* Activity
All that is needed is each line of the entries holding the word "main", copied as it stands.

* Dataset entries

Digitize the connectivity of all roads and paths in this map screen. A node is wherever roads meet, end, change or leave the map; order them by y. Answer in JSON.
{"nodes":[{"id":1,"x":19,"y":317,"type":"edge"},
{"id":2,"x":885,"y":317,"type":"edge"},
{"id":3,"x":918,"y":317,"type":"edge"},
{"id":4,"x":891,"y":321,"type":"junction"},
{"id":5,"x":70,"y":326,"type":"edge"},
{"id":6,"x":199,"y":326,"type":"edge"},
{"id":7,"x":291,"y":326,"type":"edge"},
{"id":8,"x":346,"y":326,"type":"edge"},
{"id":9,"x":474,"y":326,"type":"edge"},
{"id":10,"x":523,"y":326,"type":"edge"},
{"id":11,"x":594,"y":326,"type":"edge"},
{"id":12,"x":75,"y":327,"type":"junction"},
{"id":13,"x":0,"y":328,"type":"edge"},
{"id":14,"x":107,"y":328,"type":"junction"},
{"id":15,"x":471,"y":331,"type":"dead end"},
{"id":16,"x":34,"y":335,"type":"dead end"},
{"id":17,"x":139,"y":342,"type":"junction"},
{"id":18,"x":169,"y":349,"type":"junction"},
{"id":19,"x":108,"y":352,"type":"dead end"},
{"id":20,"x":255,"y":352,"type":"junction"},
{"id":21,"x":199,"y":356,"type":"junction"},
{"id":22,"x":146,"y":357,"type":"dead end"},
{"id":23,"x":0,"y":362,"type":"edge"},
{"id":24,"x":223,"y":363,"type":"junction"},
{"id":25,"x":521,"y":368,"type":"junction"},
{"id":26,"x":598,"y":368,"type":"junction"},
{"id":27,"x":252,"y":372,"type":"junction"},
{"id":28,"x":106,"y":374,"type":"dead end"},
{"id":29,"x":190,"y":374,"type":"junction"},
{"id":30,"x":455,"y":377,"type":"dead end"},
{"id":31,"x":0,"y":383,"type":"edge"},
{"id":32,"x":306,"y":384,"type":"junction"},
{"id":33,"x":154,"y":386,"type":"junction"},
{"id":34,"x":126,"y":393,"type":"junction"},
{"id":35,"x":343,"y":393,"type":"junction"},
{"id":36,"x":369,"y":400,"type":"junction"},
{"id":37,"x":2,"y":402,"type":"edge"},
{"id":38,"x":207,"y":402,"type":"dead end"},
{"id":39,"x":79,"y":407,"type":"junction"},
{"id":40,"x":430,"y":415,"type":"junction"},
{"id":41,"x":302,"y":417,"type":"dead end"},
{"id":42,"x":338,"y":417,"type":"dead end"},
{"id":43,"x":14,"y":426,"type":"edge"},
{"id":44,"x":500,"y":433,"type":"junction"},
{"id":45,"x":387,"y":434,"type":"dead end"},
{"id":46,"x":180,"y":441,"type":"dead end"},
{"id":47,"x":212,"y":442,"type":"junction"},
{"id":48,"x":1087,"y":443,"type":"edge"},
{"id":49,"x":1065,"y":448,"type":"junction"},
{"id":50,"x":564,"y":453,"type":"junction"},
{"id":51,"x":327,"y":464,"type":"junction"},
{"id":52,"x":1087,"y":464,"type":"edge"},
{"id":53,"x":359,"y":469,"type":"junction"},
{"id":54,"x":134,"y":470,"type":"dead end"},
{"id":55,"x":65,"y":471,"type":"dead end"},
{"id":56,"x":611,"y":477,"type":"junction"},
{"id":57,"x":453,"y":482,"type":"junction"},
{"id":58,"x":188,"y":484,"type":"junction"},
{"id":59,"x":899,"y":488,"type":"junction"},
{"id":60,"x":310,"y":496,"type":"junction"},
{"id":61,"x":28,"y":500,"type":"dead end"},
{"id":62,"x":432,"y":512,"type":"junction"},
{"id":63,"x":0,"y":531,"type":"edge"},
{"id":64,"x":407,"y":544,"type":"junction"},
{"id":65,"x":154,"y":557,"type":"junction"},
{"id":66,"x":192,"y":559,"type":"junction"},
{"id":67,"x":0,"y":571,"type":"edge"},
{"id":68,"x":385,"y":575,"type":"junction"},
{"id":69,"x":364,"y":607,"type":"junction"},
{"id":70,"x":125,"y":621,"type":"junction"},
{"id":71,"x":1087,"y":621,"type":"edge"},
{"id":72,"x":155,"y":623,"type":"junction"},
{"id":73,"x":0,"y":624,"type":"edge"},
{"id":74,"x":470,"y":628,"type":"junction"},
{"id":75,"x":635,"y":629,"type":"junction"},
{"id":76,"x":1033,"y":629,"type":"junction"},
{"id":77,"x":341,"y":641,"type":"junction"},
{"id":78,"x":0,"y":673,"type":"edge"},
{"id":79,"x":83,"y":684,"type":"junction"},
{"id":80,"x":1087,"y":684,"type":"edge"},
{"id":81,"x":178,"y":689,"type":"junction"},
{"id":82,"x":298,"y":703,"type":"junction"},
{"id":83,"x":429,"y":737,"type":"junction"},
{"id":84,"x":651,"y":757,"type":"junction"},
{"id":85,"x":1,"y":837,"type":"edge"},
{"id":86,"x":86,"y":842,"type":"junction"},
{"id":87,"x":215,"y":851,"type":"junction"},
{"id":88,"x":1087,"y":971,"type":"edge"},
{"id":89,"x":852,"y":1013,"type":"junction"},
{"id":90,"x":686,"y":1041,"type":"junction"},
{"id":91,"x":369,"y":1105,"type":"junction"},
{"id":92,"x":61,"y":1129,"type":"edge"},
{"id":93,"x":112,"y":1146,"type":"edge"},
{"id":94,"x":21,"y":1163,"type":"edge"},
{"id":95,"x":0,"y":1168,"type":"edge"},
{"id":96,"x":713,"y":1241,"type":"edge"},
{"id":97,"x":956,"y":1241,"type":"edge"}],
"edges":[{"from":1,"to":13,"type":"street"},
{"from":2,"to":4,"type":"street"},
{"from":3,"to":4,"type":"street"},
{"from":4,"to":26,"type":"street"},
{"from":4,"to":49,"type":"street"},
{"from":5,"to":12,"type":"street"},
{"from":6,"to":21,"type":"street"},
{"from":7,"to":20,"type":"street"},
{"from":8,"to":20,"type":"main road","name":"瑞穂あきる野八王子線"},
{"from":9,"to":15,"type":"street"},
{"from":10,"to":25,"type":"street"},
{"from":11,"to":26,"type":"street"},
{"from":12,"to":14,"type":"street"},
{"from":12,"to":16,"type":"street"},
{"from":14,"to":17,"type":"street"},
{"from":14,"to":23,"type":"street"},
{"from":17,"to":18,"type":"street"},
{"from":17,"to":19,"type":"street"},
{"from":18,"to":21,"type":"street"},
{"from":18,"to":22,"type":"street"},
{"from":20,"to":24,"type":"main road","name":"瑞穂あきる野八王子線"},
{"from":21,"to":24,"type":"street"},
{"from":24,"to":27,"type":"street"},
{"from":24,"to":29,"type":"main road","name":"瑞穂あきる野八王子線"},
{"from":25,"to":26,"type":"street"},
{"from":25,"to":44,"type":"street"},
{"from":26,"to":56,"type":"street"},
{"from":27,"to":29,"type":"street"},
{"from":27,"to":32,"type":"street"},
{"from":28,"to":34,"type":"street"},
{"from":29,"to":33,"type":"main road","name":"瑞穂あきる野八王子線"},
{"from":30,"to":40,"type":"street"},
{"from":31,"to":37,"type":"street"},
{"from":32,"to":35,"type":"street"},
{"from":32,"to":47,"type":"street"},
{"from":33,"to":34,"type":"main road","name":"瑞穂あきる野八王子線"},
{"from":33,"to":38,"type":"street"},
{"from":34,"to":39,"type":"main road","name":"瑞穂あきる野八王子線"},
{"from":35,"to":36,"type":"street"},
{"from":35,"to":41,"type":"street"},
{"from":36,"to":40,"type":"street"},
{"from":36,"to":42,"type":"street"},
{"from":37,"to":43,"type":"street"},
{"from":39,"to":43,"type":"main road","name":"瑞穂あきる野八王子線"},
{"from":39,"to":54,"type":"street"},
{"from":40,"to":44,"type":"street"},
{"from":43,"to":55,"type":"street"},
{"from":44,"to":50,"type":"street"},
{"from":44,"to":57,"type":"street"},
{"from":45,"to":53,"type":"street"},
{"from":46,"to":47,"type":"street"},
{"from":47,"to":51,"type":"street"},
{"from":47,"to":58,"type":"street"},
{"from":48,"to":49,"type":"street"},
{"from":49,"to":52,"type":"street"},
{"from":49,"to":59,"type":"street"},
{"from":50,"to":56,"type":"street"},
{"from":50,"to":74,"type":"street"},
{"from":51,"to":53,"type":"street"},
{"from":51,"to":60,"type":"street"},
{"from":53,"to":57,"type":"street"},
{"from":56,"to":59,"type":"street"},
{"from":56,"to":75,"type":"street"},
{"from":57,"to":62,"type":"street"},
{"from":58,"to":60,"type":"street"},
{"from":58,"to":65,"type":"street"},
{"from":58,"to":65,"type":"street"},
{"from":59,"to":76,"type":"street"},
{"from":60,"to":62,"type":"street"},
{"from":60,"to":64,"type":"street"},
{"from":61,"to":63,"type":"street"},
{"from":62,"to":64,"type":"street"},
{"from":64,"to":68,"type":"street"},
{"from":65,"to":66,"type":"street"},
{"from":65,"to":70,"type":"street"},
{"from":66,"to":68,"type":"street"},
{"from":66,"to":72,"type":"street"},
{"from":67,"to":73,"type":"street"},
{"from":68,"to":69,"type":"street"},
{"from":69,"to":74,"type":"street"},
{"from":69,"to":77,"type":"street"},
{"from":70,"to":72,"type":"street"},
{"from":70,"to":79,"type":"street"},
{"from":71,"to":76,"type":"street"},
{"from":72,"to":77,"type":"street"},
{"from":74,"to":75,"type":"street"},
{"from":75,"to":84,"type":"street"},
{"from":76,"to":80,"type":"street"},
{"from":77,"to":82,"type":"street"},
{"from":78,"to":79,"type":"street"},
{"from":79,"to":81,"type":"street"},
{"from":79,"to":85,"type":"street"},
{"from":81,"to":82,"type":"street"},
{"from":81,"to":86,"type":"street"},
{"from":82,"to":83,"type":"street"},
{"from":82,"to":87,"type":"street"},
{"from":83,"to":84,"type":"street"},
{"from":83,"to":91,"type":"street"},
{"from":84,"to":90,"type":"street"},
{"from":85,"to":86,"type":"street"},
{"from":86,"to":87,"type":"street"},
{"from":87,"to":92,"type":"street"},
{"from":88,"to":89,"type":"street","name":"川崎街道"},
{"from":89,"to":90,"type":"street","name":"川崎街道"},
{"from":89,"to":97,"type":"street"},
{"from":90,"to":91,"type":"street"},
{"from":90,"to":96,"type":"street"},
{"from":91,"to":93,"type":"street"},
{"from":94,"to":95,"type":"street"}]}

* Solved exercise
{"from":8,"to":20,"type":"main road","name":"瑞穂あきる野八王子線"},
{"from":20,"to":24,"type":"main road","name":"瑞穂あきる野八王子線"},
{"from":24,"to":29,"type":"main road","name":"瑞穂あきる野八王子線"},
{"from":29,"to":33,"type":"main road","name":"瑞穂あきる野八王子線"},
{"from":33,"to":34,"type":"main road","name":"瑞穂あきる野八王子線"},
{"from":34,"to":39,"type":"main road","name":"瑞穂あきる野八王子線"},
{"from":39,"to":43,"type":"main road","name":"瑞穂あきる野八王子線"},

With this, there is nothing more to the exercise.